Exclude images, then output the remaining data verbatim.
══════
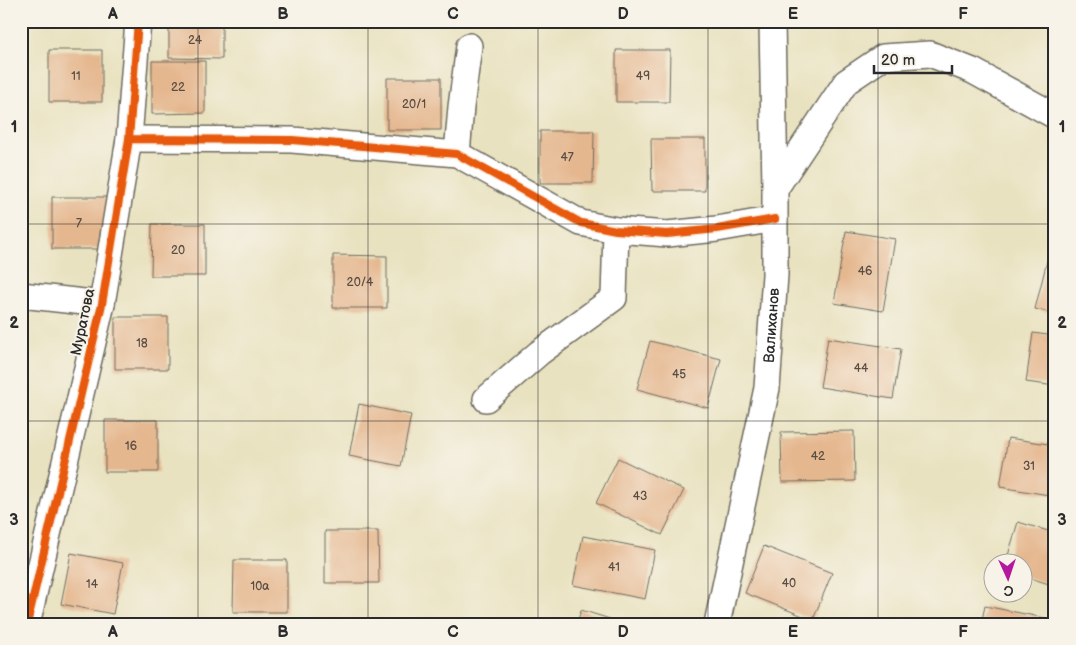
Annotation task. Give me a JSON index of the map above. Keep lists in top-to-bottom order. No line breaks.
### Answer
{"streets":{"street":["Муратова","Валиханов"]},"house_numbers":["24","11","49","22","20/1","47","7","20","46","20/4","18","44","45","16","42","31","43","41","40","14","10а"],"scale_bar":"20 m","north":"bottom","grid":{"columns":["A","B","C","D","E","F"],"rows":["1","2","3"]}}
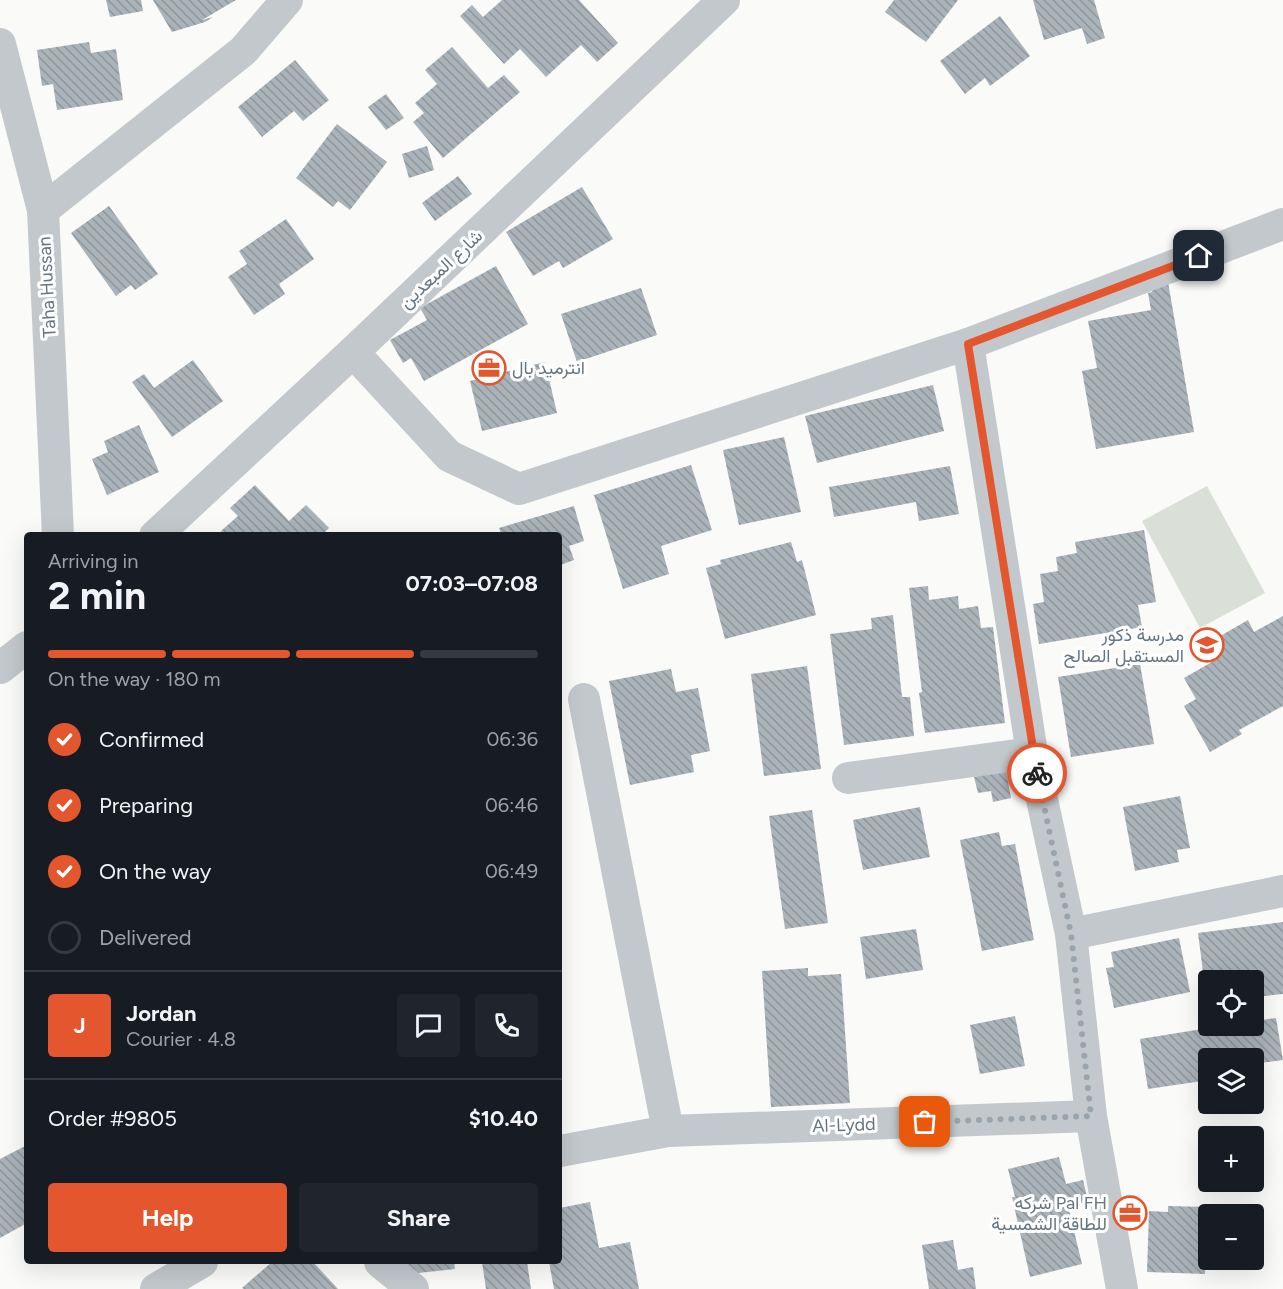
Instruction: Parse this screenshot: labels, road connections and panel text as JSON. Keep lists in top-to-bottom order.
{
  "streets": {
    "street": ["شارع المبعدين", "Taha Hussan", "Al-Lydd"]
  },
  "places": {
    "office": ["انترميد بال", "شركه Pal FH للطاقة الشمسية"],
    "school or university": ["مدرسة ذكور المستقبل الصالح"]
  },
  "page": {
    "heading": ["2 min", "Arriving in", "07:03–07:08"],
    "panel": [
      "Jordan",
      "Courier · 4.8",
      "Order #9805",
      "$10.40"
    ],
    "bar": "On the way · 180 m",
    "list": [
      ["Confirmed", "06:36"],
      ["Preparing", "06:46"],
      ["On the way", "06:49"],
      "Delivered"
    ],
    "map_buttons": ["+", "−"],
    "round": "J",
    "buttons": ["Help", "Share"]
  }
}
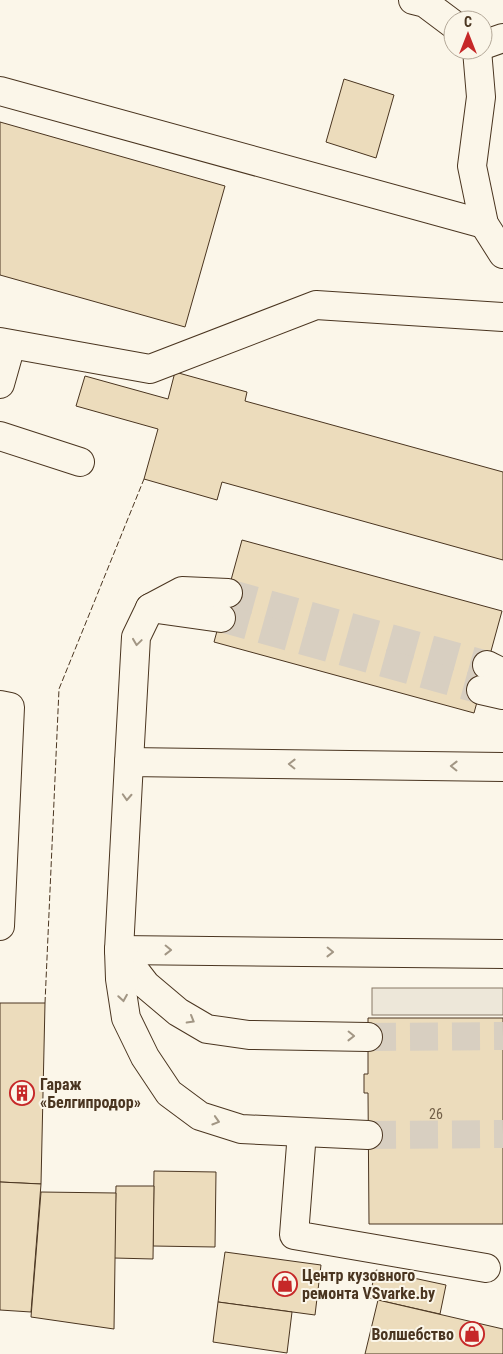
══════
SOLUTION TO THIS EXERCISE.
Annotation task. Give me a JSON index of the map above. Keep lists in top-to-bottom order. No line breaks.
### Answer
{"streets":{"street":["Муратова","Валиханов"]},"house_numbers":["24","11","49","22","20/1","47","7","20","46","20/4","18","44","45","16","42","31","43","41","40","14","10а"],"scale_bar":"20 m","north":"bottom","grid":{"columns":["A","B","C","D","E","F"],"rows":["1","2","3"]}}
Instruction: Parse this screenshot: labels, road connections and panel text as JSON. Keep lists in top-to-bottom order.
{
  "streets": {
    "street": ["شارع المبعدين", "Taha Hussan", "Al-Lydd"]
  },
  "places": {
    "office": ["انترميد بال", "شركه Pal FH للطاقة الشمسية"],
    "school or university": ["مدرسة ذكور المستقبل الصالح"]
  },
  "page": {
    "heading": ["2 min", "Arriving in", "07:03–07:08"],
    "panel": [
      "Jordan",
      "Courier · 4.8",
      "Order #9805",
      "$10.40"
    ],
    "bar": "On the way · 180 m",
    "list": [
      ["Confirmed", "06:36"],
      ["Preparing", "06:46"],
      ["On the way", "06:49"],
      "Delivered"
    ],
    "map_buttons": ["+", "−"],
    "round": "J",
    "buttons": ["Help", "Share"]
  }
}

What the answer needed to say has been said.